Кологривский принял из рук акыда коричневый бумажный пакет.
– Разрешите идти, товарищ генерал? – спросил посыльный, снова показывая, что он хорошо знаком с российскими уставами.
Сумароков взмахом руки отпустил его, а Кологривский вытащил из пакета какое-то, судя по наличию двух микросхем, электронное приспособление.
– Что это? – спросил генерал.
– Модулятор голоса… Вы же сказали, что вам звонил какой-то робот…
Полковник Скорокосов был, кажется, лучше других знаком с различными электронными гаджетами и потому сообщил:
– В Москве на радиорынке такие свободно продаются. Можно и из Китая через интернет приобрести. Правда, полиция и ФСБ такие посылки отслеживают, но за всеми же они уследить не могут… Китайская модель, кстати, бывает в состоянии любой голос смодулировать, стоит только образец на карту памяти переписать. В сложную ситуацию вы попали бы, товарищ генерал, догадайся они дать вам приказ голосом ВГК[5], – улыбнулся полковник.
– Да, не знаю тогда, как бы я поступил… – в ответ улыбнулся Сумароков.
Скорокосов взял модулятор голоса, а генерал-полковник заметил, как засуетился на стуле полковник Курносенко.
Полковник же Скорокосов сдвинул с места малозаметный тумблер и сказал в пространство между двумя микросхемами, где, видимо, был установлен видимый только ему одному микрофон, в который он и произнес:
– Раз, два, три, проба, проба, даю пробу…
Громкоговоритель повторил его слова, но другим, с металлическими нотками голосом. Еще и эхо между двумя микросхемами прогуливалось, пусть и легкое, но ощутимое.
– Нет, голос в целом не похож… – отметил генерал. – Хотя отдельные нотки звучат схоже…
– Ничего удивительного, – ответил Скорокосов. – Я же рядом с вами находился и звонить вам не мог. Это, несомненно, кто-то другой… Полковник Курносенко, вы не будете против, если мы ваш голос испытаем?
Скорокосов приблизился к полковнику ФСБ.
– Буду… На основании чего вы проводите это испытание? Человеческий слух – слишком ненадежный прибор для стопроцентного уточнения и идентификации. Схожесть вам ничего не даст.
– Кроме подтверждения подозрений… – настаивал полковник военной разведки России.

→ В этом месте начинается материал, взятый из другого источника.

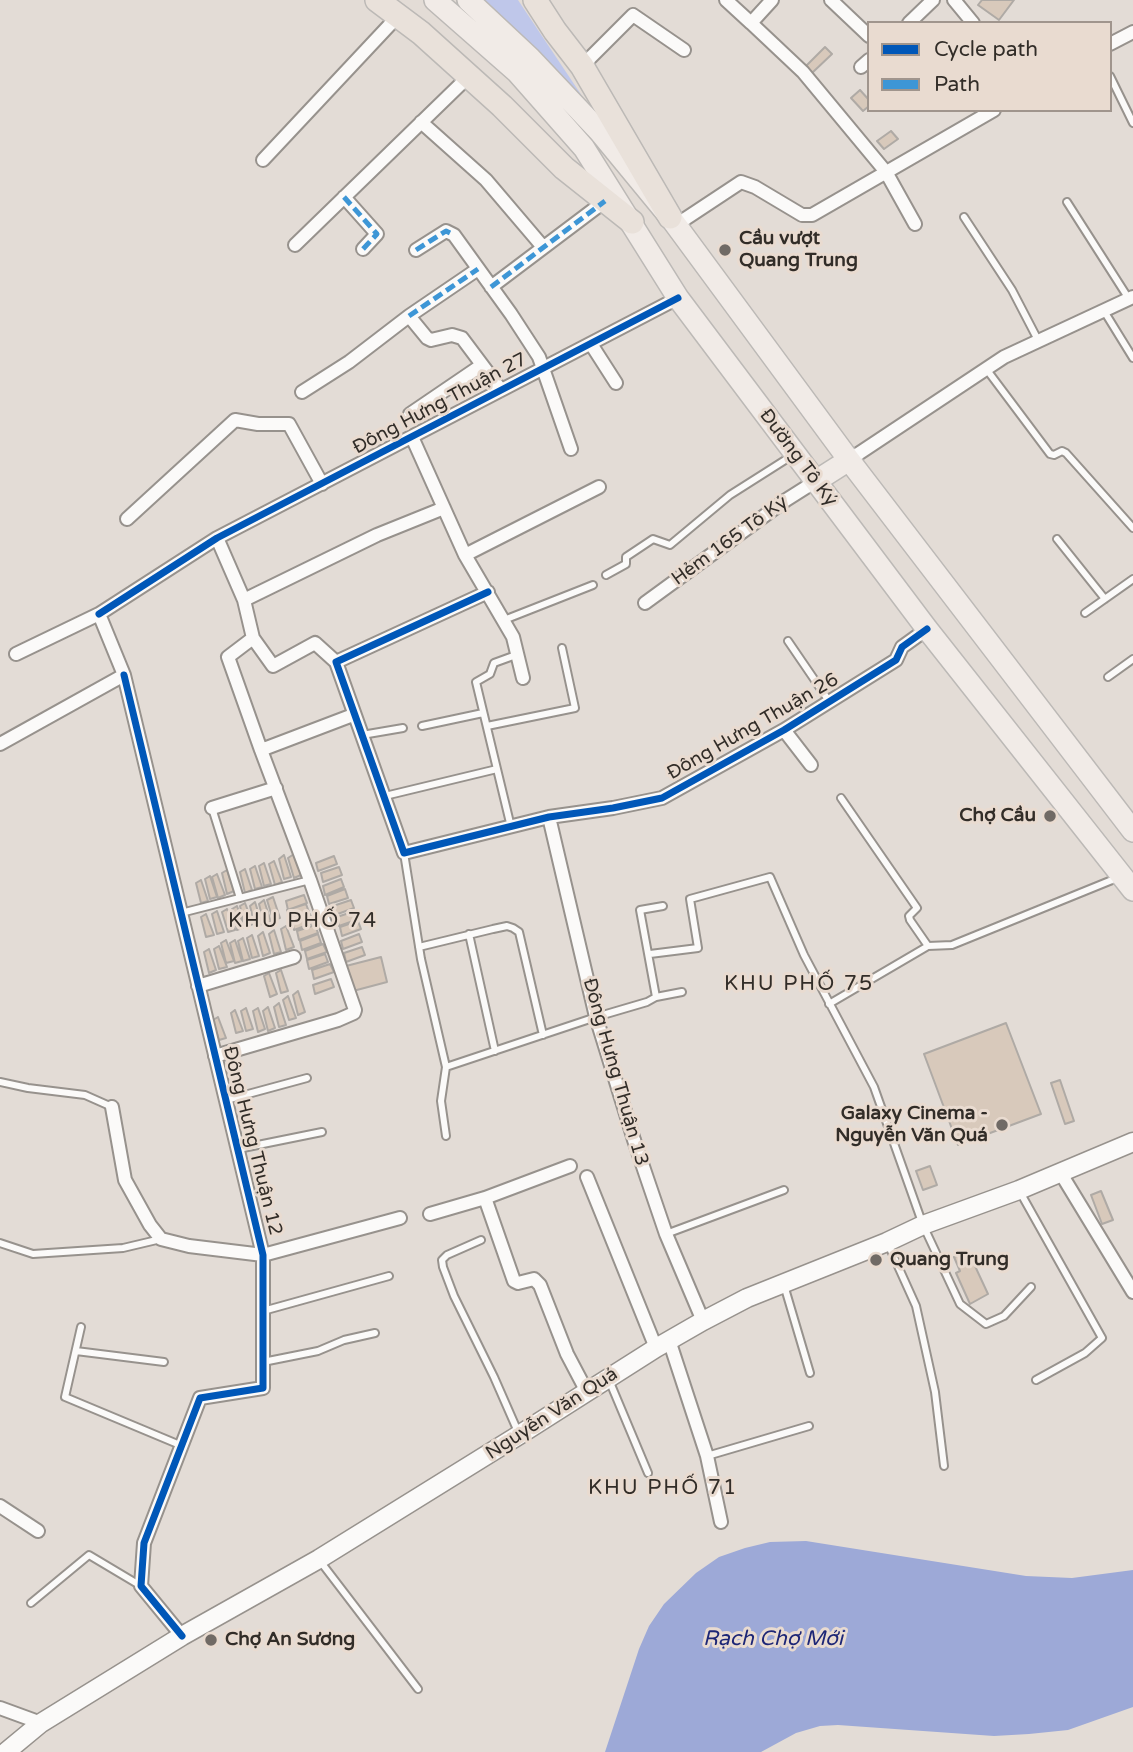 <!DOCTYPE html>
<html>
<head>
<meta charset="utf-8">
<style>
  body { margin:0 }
  #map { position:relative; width:1133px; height:1752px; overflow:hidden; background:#e3dcd6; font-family:"Varela Round",sans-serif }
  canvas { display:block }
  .legend { position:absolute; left:867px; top:21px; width:245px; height:91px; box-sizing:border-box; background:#e9dbd0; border:2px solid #a0958d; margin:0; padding:9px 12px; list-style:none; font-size:21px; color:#322d28 }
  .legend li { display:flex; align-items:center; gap:14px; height:35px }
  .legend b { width:35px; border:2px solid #a0958d }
</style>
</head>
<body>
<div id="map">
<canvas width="1133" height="1752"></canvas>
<ul class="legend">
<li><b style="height:9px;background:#0057b8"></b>Cycle path</li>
<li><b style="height:9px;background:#3d96d6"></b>Path</li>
</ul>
</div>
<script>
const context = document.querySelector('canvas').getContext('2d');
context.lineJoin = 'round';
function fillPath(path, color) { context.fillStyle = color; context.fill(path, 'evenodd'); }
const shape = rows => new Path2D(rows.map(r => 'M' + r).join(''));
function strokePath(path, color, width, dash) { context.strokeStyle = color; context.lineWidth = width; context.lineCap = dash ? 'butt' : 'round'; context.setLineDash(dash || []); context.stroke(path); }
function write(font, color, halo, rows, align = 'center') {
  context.font = font + ' "Varela Round",sans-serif'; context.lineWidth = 6; context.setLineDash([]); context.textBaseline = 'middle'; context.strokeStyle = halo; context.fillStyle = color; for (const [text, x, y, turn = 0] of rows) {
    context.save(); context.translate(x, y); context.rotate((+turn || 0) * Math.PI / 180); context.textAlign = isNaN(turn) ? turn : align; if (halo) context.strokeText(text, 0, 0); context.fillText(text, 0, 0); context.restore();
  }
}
const green = shape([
  [478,0,518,0,586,102,580,105]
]);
const water = shape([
  [806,1541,1026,1576,1072,1578,1133,1570,1133,1707,1068,1730,1029,1734,994,1736,838,1725,820,1726,796,1733,761,1752,605,1752,639,1649,649,1626,664,1604,696,1573,719,1557,745,1548,770,1542]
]);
const building = shape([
  [982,0,1014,0,999,20,978,5,982,0],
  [825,47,832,54,812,73,806,66,825,47],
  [860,90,869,100,869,106,863,111,851,98,860,90],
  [891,131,898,139,884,149,877,141,891,131],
  [294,854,301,875,294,878,288,858,294,854],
  [284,855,291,877,284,879,279,859,284,855],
  [334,856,337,864,318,871,316,863,334,856],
  [274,861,282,882,275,885,269,864,274,861],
  [264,863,271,884,264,886,259,866,264,863],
  [255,866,262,887,255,889,250,869,255,866],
  [339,867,342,875,323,882,321,873,339,867],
  [245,869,252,890,245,893,240,872,245,869],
  [227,870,234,891,227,894,222,873,227,870],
  [217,874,225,895,218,898,212,877,217,874],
  [210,876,217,897,210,899,205,879,210,876],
  [341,879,344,887,325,895,323,886,341,879],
  [201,880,208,901,201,903,196,883,201,880],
  [345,889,348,898,329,904,327,896,345,889],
  [304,895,307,903,288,910,286,901,304,895],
  [273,897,280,918,273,920,267,900,273,897],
  [264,900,271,922,264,924,259,904,264,900],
  [351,900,354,908,335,915,333,906,351,900],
  [255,902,262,924,255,926,250,906,255,902],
  [245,903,253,924,245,927,240,906,245,903],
  [306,904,309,912,290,919,287,910,306,904],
  [237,906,244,927,237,930,232,909,237,906],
  [227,909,235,930,228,932,222,912,227,909],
  [217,911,224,932,217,934,212,914,217,911],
  [355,911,359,919,339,926,337,917,355,911],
  [206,914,214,935,206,937,201,917,206,914],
  [310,914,313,923,294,930,292,921,310,914],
  [358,921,361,929,342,936,340,927,358,921],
  [315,925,318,933,299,940,297,931,315,925],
  [286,926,294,947,286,950,281,929,286,926],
  [274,930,281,952,274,954,269,934,274,930],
  [263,932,270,953,263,956,258,936,263,932],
  [318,934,321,943,302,950,300,941,318,934],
  [359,934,362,942,343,949,341,941,359,934],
  [252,935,259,956,252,958,247,938,252,935],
  [243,938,250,959,243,961,238,941,243,938],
  [226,940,234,961,226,963,221,943,226,940],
  [235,940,242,961,235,963,230,943,235,940],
  [323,944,327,952,307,959,305,951,323,944],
  [219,946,227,967,219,969,214,949,219,946],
  [362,947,365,955,346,962,344,953,362,947],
  [209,949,216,970,209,973,204,952,209,949],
  [325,954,328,962,309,969,307,960,325,954],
  [381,957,387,982,353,991,346,966,381,957],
  [330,964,334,972,314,979,312,970,330,964],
  [281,970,288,991,281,993,276,973,281,970],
  [269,973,277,994,270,997,264,976,269,973],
  [331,979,334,987,315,994,313,985,331,979],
  [298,991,305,1012,298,1015,293,995,298,991],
  [288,996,296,1018,289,1020,283,1000,288,996],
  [279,1003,286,1025,279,1027,274,1007,279,1003],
  [268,1007,275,1028,268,1031,263,1011,268,1007],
  [246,1008,253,1029,246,1031,241,1011,246,1008],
  [258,1008,265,1029,258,1032,253,1011,258,1008],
  [235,1010,243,1031,236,1033,231,1013,235,1010],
  [218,1017,226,1038,219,1040,213,1020,218,1017],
  [1006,1023,1041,1114,958,1145,924,1054,1006,1023],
  [1060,1080,1074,1121,1065,1124,1051,1083,1060,1080],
  [930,1166,937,1185,923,1190,916,1171,930,1166],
  [1101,1191,1113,1220,1102,1224,1091,1195,1101,1191],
  [968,1251,988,1294,970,1304,956,1273,960,1271,954,1257,968,1251]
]);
const lane = shape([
  [1110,76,1133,123],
  [1067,202,1129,299],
  [964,217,1012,290,1038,340],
  [1104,311,1133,358],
  [987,370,1050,454,1054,455,1062,451,1066,453,1133,528],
  [1057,539,1105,599],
  [606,575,626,564,626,557,653,539,670,545,730,495,793,455],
  [1085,613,1133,579],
  [504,620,593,585],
  [788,641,829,701],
  [1108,677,1133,659],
  [422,726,483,713],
  [487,726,575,708,562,648],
  [362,735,403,728],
  [385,796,497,769],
  [841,798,917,908,909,916,910,920,928,946],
  [212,808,240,898],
  [511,827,476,682,490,674,494,663,516,655],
  [404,853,421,959,446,1067,596,1017,647,1002,656,997,640,910,663,906],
  [181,913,310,880],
  [469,934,495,1051],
  [419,947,493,929,507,926,513,928,519,932,543,1035],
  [650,954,698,948,690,899,770,877,804,955,874,1087,923,1225,960,1304,986,1324,1004,1316,1031,1287],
  [656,997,682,992],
  [829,1004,928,946,952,945,1117,878],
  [446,1067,441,1101,446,1136],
  [0,1082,28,1088,85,1095,112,1107],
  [226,1100,307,1078],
  [238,1149,322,1132],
  [1020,1192,1102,1338,1085,1353,1036,1380],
  [666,1234,784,1190],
  [481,1240,447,1255,442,1260,443,1267,454,1296,494,1377,519,1434],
  [0,1243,33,1254,123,1248,161,1239],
  [888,1244,916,1306,935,1392,944,1466],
  [784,1285,810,1373],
  [263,1311,389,1276],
  [81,1327,65,1397,180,1445],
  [76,1351,164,1362],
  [263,1362,318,1351,344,1340,375,1333],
  [609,1380,648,1473],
  [707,1456,809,1426],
  [320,1561,418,1689],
  [31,1603,89,1555,141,1586]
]);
const street = shape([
  [726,0,751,23],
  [772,0,751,23,803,72,886,172,915,224],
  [831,0,869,36],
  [954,0,973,23],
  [909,23,933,0],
  [1110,44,1133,32],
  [582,66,633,15,684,50],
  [861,67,869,60],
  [421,122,486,180,543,247],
  [263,160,398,16],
  [344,197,377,234,363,249],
  [676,225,741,182,755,187,802,215,812,215,994,110],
  [295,245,469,76],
  [416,250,446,231,454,235,511,314,539,357,571,449],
  [491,287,605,201],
  [409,316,478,269],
  [591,344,616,383],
  [302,392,349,362,409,316,427,338,431,340,452,335,462,338,501,390],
  [410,414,482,365],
  [412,437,465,555,513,637,523,678],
  [849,460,1004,357,1133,297],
  [127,519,235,420,258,424,289,424,322,484],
  [217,538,244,600,253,638,228,657,261,750,353,715],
  [465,555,599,487],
  [488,592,336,662,404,853,549,817,613,808,662,798,784,730,896,660,902,647,927,629],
  [244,600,377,535,444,508],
  [645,603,786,500,816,481],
  [99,614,217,538,678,298],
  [253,638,273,666,315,643,336,662],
  [124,675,263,1255,263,1388,200,1398,144,1543,141,1586,182,1636],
  [784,730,811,765],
  [0,744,124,675,99,614,16,654],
  [212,808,276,788],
  [549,817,596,1017,634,1140,666,1234,703,1321],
  [198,986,294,957],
  [215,1056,338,1020,354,1013,355,1010,310,880,261,750],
  [112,1107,125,1180,150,1225,161,1239,189,1246,263,1255,400,1218],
  [1060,1172,1133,1292],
  [587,1177,656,1348],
  [485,1198,514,1281,518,1283,534,1279,540,1285,567,1354,587,1392],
  [430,1214,485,1198,570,1166],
  [669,1340,707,1456,721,1522],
  [0,1506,38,1531],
  [0,1708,41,1723]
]);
const secondary = shape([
  [6,1752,41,1723,182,1636,319,1559,519,1435,656,1348,703,1321,747,1298,887,1242,923,1225,1019,1190,1133,1142]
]);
const primary = shape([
  [435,0,517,72,584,148,678,298,927,629,1133,890],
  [468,0,530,58,600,132,670,217,849,460,1133,831],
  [816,481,849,460]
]);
const highway = shape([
  [377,0,421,33,502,106,564,168,632,222],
  [535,0,555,31,582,66,670,217]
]);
const quiet = shape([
  [344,197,377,234,363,249],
  [416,250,446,231,454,235],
  [491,287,605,201],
  [409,316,478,269]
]);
const cycleway = shape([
  [488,592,336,662,404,853,549,817,613,808,662,798,784,730,896,660,902,647,927,629],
  [99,614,217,538,678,298],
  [124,675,263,1255,263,1388,200,1398,144,1543,141,1586,182,1636]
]);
const markers = [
  [725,250,7,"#706a65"],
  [1050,816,7,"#706a65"],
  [1002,1125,7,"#706a65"],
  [876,1260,7,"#706a65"],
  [211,1640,7,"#706a65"]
];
const poiNames = [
  ["Cầu vượt",739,239],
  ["Quang Trung",739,261],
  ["Chợ Cầu",1036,816,"right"],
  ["Galaxy Cinema -",988,1114,"right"],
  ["Nguyễn Văn Quá",988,1136,"right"],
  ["Quang Trung",890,1260],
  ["Chợ An Sương",225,1640]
];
const streetNames = [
  ["Đông Hưng Thuận 27",440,404,-28],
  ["Đường Tô Ký",798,458,53],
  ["Hẻm 165 Tô Ký",730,541,-36],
  ["Đông Hưng Thuận 26",753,727,-30],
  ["Đông Hưng Thuận 13",615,1072,74],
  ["Đông Hưng Thuận 12",252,1141,76],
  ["Nguyễn Văn Quá",552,1414,-33]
];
const neighbourhoodNames = [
  ["KHU PHỐ 74",303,921],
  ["KHU PHỐ 75",799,984],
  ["KHU PHỐ 71",663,1488]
];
const waterNames = [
  ["Rạch Chợ Mới",773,1639]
];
fillPath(green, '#bfc7ea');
fillPath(water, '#9da9d7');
fillPath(building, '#d8c9bb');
strokePath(building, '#afaaa5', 2);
strokePath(lane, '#97928d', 10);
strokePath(street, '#97928d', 16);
strokePath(secondary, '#97928d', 21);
strokePath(primary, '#bcb9b6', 24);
strokePath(highway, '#bcb9b6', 26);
strokePath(lane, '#fbfaf9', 6);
strokePath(street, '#fbfaf9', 12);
strokePath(secondary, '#fbfaf9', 18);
strokePath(primary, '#f1ebe7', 21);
strokePath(highway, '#e9e1da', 23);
strokePath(quiet, '#3d96d6', 5, [10, 5]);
strokePath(cycleway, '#0057b8', 7);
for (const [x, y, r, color] of markers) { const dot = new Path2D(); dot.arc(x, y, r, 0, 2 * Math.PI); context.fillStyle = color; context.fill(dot); strokePath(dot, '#e9dbd0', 2.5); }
write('bold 19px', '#322d28', '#e9dbd0', poiNames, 'left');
write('19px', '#322d28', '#e9dbd0', streetNames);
context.letterSpacing = '2px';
write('21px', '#322d28', '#e9dbd0', neighbourhoodNames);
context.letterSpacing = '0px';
write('italic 21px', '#1d2676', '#e9dbd0', waterNames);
</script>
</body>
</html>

Он сделал еще один шаг в сторону Аркадия Дмитриевича и выставил модулятор голоса перед собой:
– Говорите…
– Что говорить?
– Все, что угодно.
– Могу сказать только, что ни один в мире суд не воспримет ваши доказательства всерьез. А запросить запись самого разговора вы не можете, поскольку сотовый оператор разговоры не записывает – у него просто мощностей свободных не хватит, чтобы хранить еще что-то, кроме СМС-сообщений. Тем более сирийский оператор, у которого всегда денег в наличии нет. Здесь люди на телефон только мелочь кладут.
– Тот самый голос, – констатировал генерал Сумароков. – Точно – это он. Капитана Николаева, своего адъютанта, я тебе, полковник, никогда не прощу. Но что я… Тебе его не простит Дарья – моя дочь. А женская месть бывает изощренной. Бойся, полковник, бойся, трепещи… И за себя, и за свою жену тоже, и за детей своих. Даша найдет способ заставить тебя пожалеть о содеянном, будь уверен. Я свою дочь знаю…
– А при чем здесь моя жена? – попытался возмутиться Курносенко.
– Если с ней что-то случится, ты знай, что отомстили тебе, чтобы ты осознал все, тобой совершенное, чтобы почувствовал горечь утраты. Каково тебе будет одному воспитывать троих детей… Но ты ведь у нас «сядешь», а твоих детей будет детский дом воспитывать, как подполковника Бармалеева. Может быть, из них еще и хорошие люди получатся, такие как подполковник Бармалеев.
Генерал Сумароков вернулся к своему двухтумбовому рабочему столу, открыл верхний ящик левой тумбочки, вытащил и бросил на стол несколько миниатюрных гаджетов, отличных от того, что все еще держал в руке полковник Скорокосов.